Infinitely Losing My Edge
Yeah, I'm losing my edge.
I'm losing my edge.
The kids are coming up from behind.
I'm losing my edge.
I'm losing my edge to the kids from Egypt and from Johannesburg.
But I was there.
I was there in 1975.
I was there at the first Throbbing Gristle show in London.
I'm losing my edge.
I'm losing my edge to the kids whose footsteps I hear when they get on the decks.
I'm losing my edge to the internet seekers who can tell me every member of every good group from 1967 to 1971.
I'm losing my edge.
To all the kids in Houston and Edmonton.
I'm losing my edge to the art-school Taipei kids in little jackets and borrowed nostalgia for the unremembered nineties.
I'm losing my edge.
I'm losing my edge.
I can hear the footsteps every night on the decks.
But I was there.
I was there in 1975 at the first Throbbing Gristle practice in a loft in London.
I was working on the mellotron sounds with much patience.
I was there when Captain Beefheart started up his first band.
I told him, "Don't do it that way. You'll never make a dime."
I was there.
I was the first guy playing Eden Ahbez to the grunge kids.
I played it at the Astoria.
Everybody thought I was crazy.
We all know.
I was there.
I was there.
I've never been wrong.
But I'm losing my edge to better-looking people with better ideas and more talent.
And they're actually really, really nice.
I'm losing my edge.
I heard you have a compilation of every good song ever done by anybody.
Every great song by Strawberry Alarm Clock. All the underground hits.
All Captain Beefheart & His Magic Band tracks. I heard you have a vinyl of every Gang of Four record on German import.
I heard that you have a white label of every seminal dance hit - 1985, '86, '87.
I heard that you have a CD compilation of every good '70s cut and another box set from the '70s.
I hear you're buying an organ and a güiro and are throwing your macbook out the window because you want to make something real. You want to make a Gil Scott Heron record.
I hear that you and your band have sold your guitar and bought a sitar.
I hear that you and your band have sold your sitar and bought a guitar.
I hear everybody that you know is more relevant than everybody that I know.

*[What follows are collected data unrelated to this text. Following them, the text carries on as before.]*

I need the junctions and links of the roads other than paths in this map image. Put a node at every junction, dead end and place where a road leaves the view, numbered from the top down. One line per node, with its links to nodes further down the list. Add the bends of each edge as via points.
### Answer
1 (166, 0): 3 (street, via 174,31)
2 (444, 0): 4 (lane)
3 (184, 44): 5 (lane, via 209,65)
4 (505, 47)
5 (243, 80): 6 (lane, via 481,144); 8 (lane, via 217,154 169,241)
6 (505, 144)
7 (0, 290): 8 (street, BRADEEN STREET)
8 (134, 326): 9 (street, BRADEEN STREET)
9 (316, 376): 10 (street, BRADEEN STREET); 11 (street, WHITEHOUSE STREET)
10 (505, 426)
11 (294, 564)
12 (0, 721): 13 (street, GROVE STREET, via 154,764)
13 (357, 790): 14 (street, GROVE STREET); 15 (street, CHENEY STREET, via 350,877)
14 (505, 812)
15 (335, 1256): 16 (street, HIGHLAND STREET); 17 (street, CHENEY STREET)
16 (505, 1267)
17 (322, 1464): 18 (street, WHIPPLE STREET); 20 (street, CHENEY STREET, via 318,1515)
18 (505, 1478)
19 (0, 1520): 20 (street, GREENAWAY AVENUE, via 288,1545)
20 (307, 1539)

But have you seen my records?
Second Layer,
Deepchord,
MC5,
Soul Sonic Force,
Roy Ayers,
The Beau Brummels,
Skaos,
Bob Dylan,
Mission of Burma,
Animal Collective,
Teenage Jesus and the Jerks,
Terry Callier,
Michelle Simonal,
Mantronix,
Barry Ungar,
Man Parrish,
Pete Rock & C.L. Smooth,
Joensuu 1685,
Tim Buckley,
Maurizio,
Suburban Knight,
Neil Young & Crazy Horse,
In Retrospect,
Scott Walker + Sunn O))),
the Slits,
Larry & the Blue Notes,
the Germs,
Franke,
Johnny Osbourne,
Tom Boy,
Kings Of Tomorrow,
Fatback Band,
Gil Scott Heron,
Roger Hodgson,
ABBA,
Technova,
Janne Schatter,
The Skatalites,
Malaria!,
Camberwell Now,
Symarip,
Colin Newman,
Desert Stars,
Von Mondo,
Blossom Toes,
Young Marble Giants,
Echospace,
D'Angelo,
Urselle,
JFA,
Joy Division,
Terrestrial Tones,
Country Joe & The Fish,
Drexciya,
Gian Franco Pienzio,
Ash Ra Tempel,
Black Bananas,
Ten City,
Sandy B,
Bobbi Humphrey,
The Misunderstood, The Misunderstood, The Misunderstood, The Misunderstood.

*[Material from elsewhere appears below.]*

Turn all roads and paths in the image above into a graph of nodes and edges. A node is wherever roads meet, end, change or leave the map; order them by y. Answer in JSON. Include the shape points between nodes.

You don't know what you really want.
You don't know what you really want.
You don't know what you really want.
You don't know what you really want.
You don't know what you really want.
You don't know what you really want.
You don't know what you really want.
You don't know what you really want.
You don't know what you really want.
You don't know what you really want.
You don't know what you really want.
You don't know what you really want.
You don't know what you really want.
You don't know what you really want.
You don't know what you really want.